I’m currently analyzing an issue with an endpoint that does not handle messages in our test environment. (It’s a new product, so no production environment yet)
The endpoint easily handles a bunch of messages on the dev machine.
The scenario I set up to analyse is:
- I put 50 messages of the same type in the queue. Each message will start a saga and in total will lead to about 10 message for each saga.
- Start the endpoint
- After about a minute or 2 all the sagas are completed (including talking to 3rd party systems)
If I only put a few (3-5) of the same messages into the queue in the test environment. The endpoint will maybe handle 1 message, or none. And the queue will stay at it’s initial size forever. Restarting the endpoint might allow it to handle 1 more message before stopping to handle messages again.
I have turned on the Debug logging for NServiceBus.
What I get are mostly
DEBUG NServiceBus.Transport.SQLServer.DelayedMessageHandler [(null)] Scheduling next attempt to move matured delayed messages to input queue in 00:00:01
from time to time
INFO NServiceBus.RecoverabilityExecutor [(null)] Immediate Retry is going to retry message '4328ea74-4816-43fc-b4c8-aa8800018149' because of an exception:
but that’s all. I would expect to at least see some logs of NServiceBus invoking message handlers. It appears that the endpoint is unable to take any messages from the queue.
Other endpoints appear to be doing fine (they mostly have only simple message handlers, no sagas though)

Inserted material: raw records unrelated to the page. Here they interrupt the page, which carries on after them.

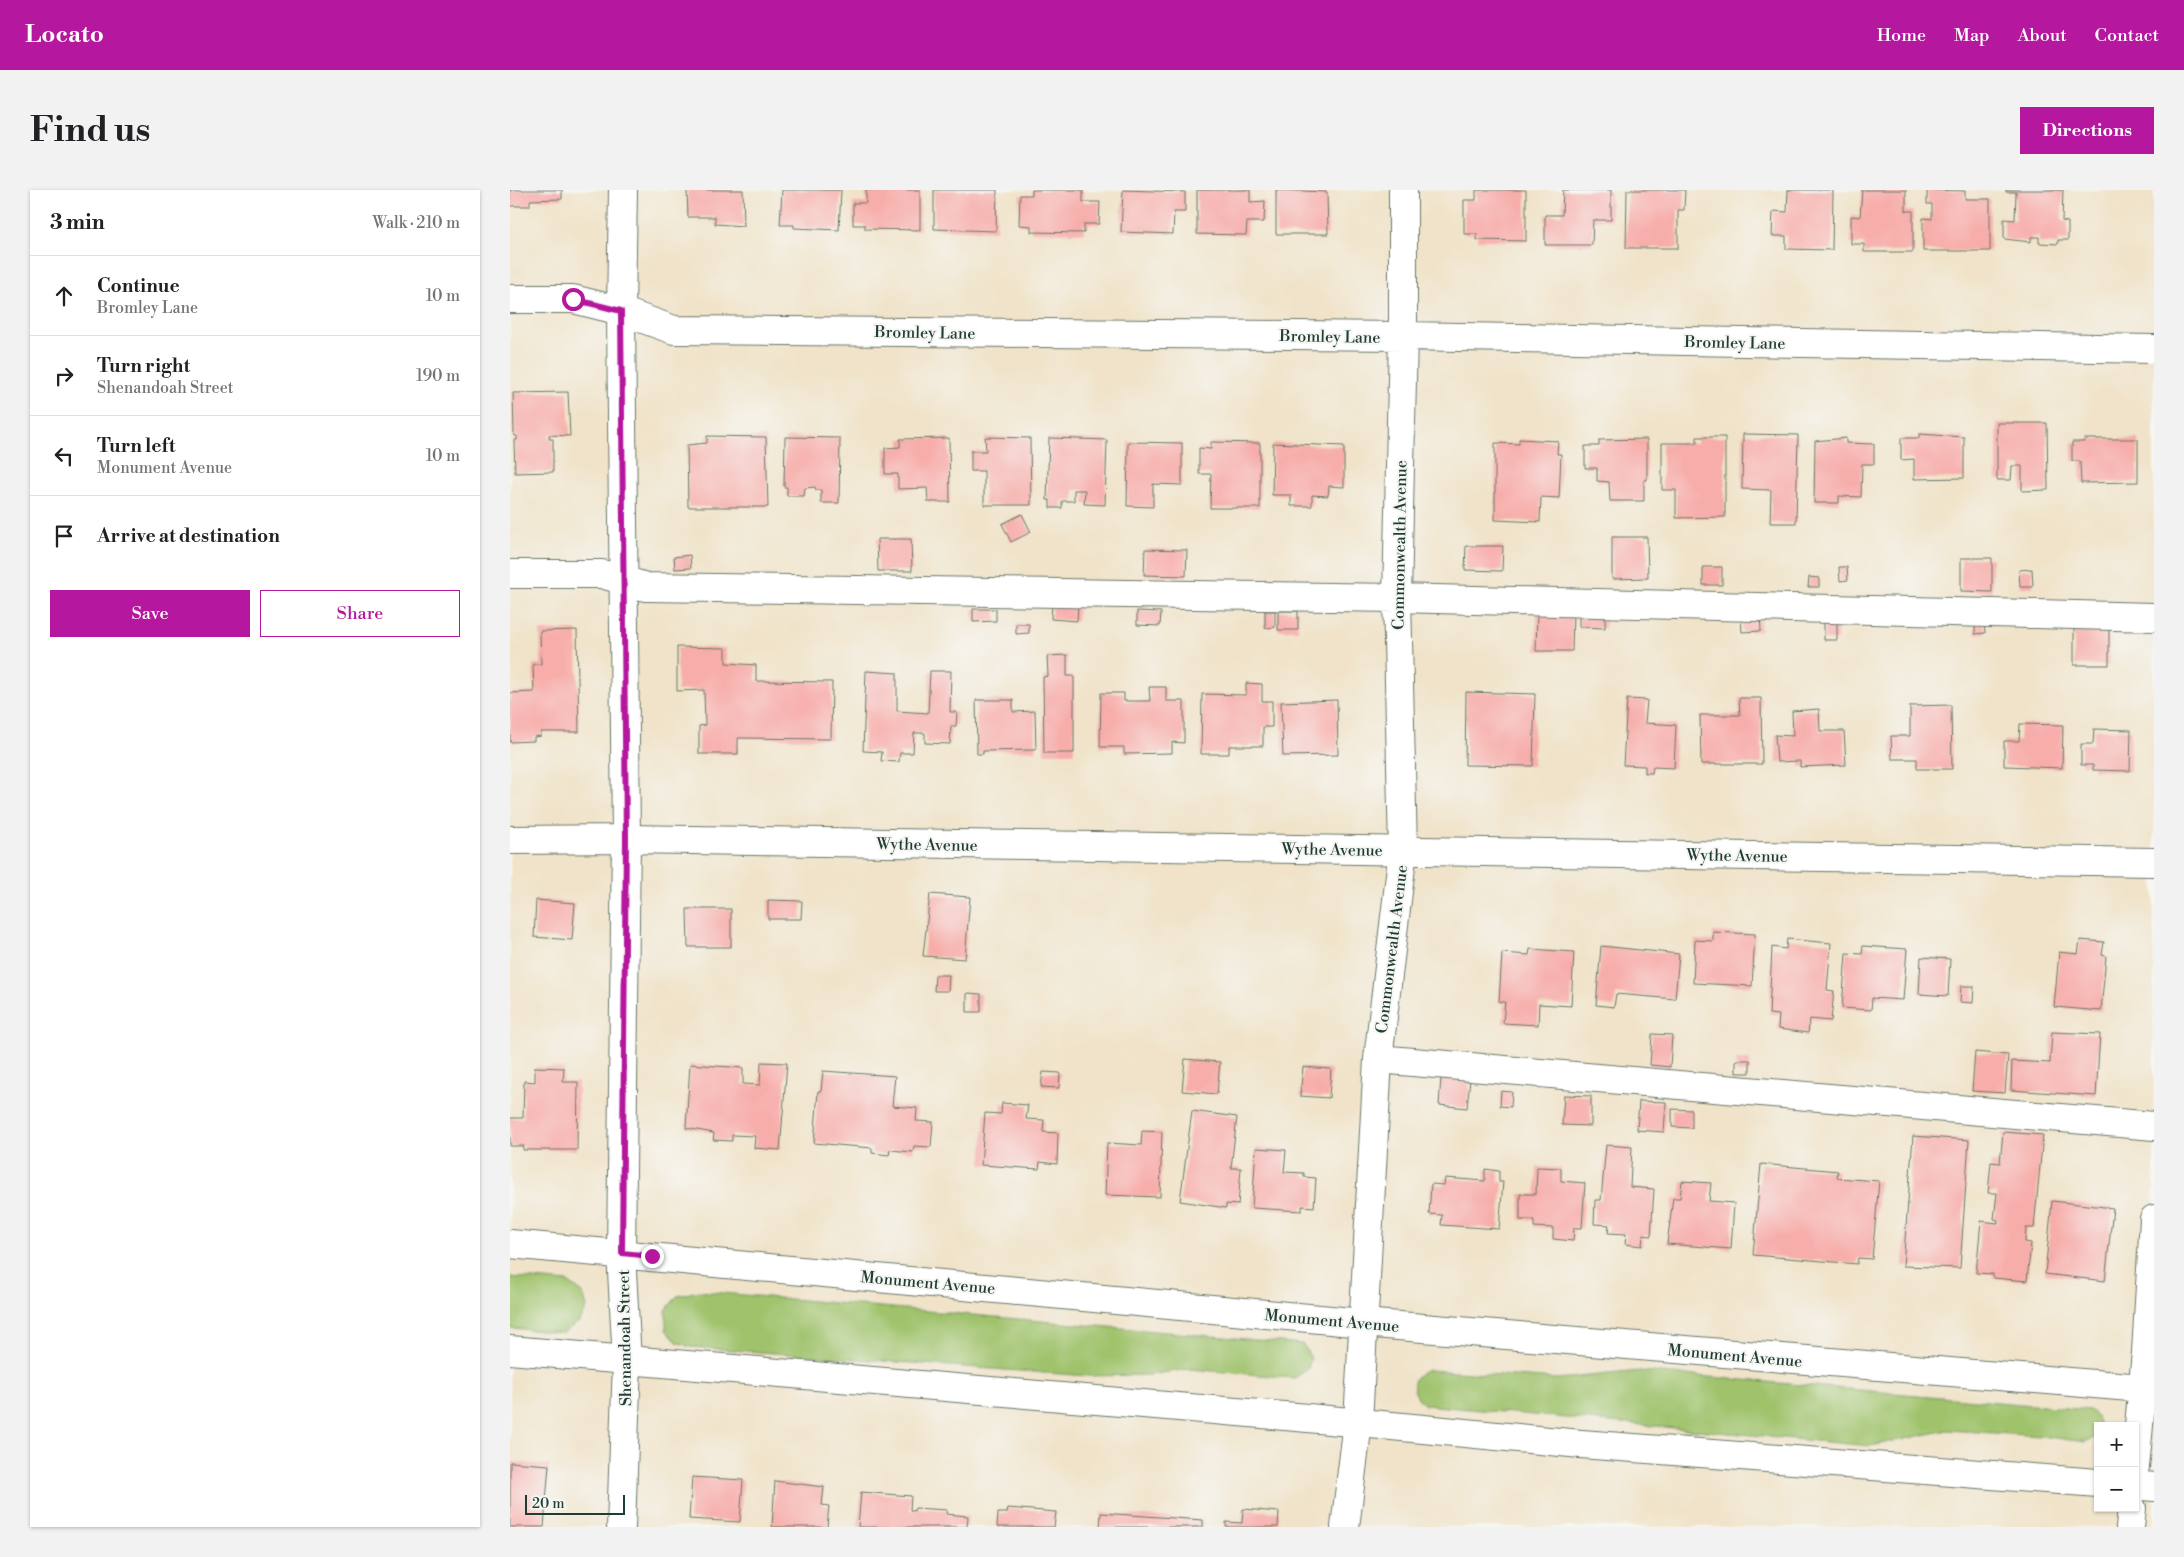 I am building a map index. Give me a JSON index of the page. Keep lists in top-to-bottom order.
{
  "streets": {
    "street": [
      "Bromley Lane",
      "Commonwealth Avenue",
      "Wythe Avenue",
      "Monument Avenue",
      "Shenandoah Street"
    ]
  },
  "crossings": [
    ["Bromley Lane", "Commonwealth Avenue"],
    ["Bromley Lane", "Shenandoah Street"],
    ["Commonwealth Avenue", "Wythe Avenue"],
    ["Commonwealth Avenue", "Monument Avenue"],
    ["Wythe Avenue", "Shenandoah Street"],
    ["Monument Avenue", "Shenandoah Street"]
  ],
  "scale_bar": "20 m",
  "page": {
    "header": "Locato",
    "nav": [
      "Home",
      "Map",
      "About",
      "Contact"
    ],
    "buttons": [
      "Directions",
      ["Save", "Share"]
    ],
    "title": "Find us",
    "heading": ["3 min", "Walk · 210 m"],
    "list": [
      ["Continue", "Bromley Lane", "10 m"],
      ["Turn right", "Shenandoah Street", "190 m"],
      ["Turn left", "Monument Avenue", "10 m"],
      "Arrive at destination"
    ],
    "map_buttons": ["+", "−"],
    "scale": "20 m"
  }
} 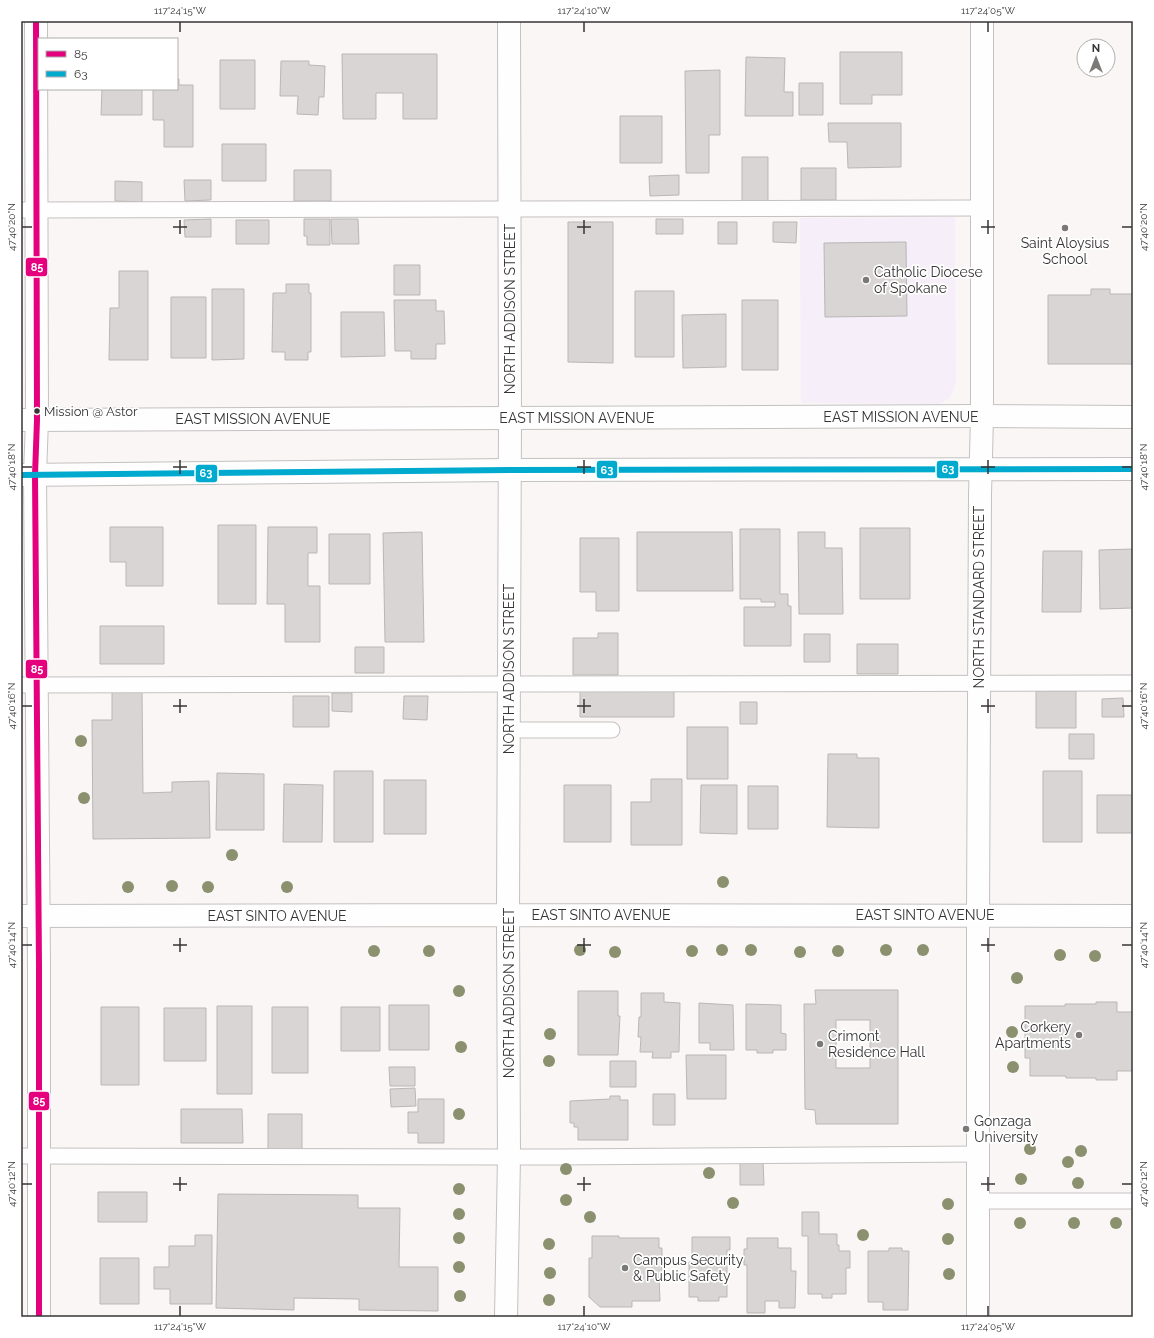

We’re using SQL Transport. Queue tables are created exactly the same way using a parameterized script (same script for all environments).
We also have the Heartbeat and Monitoring plugins installed which work fine and I can see heartbeats, queue sizes etc in service pulse on the test environment.
I’m running out of ideas on how to analyze this issue.
What else can I do to find the cause and resolve the issue? What more information should I provide to help pointing me in a direction?
Help is really appreciated, this issue is driving me nuts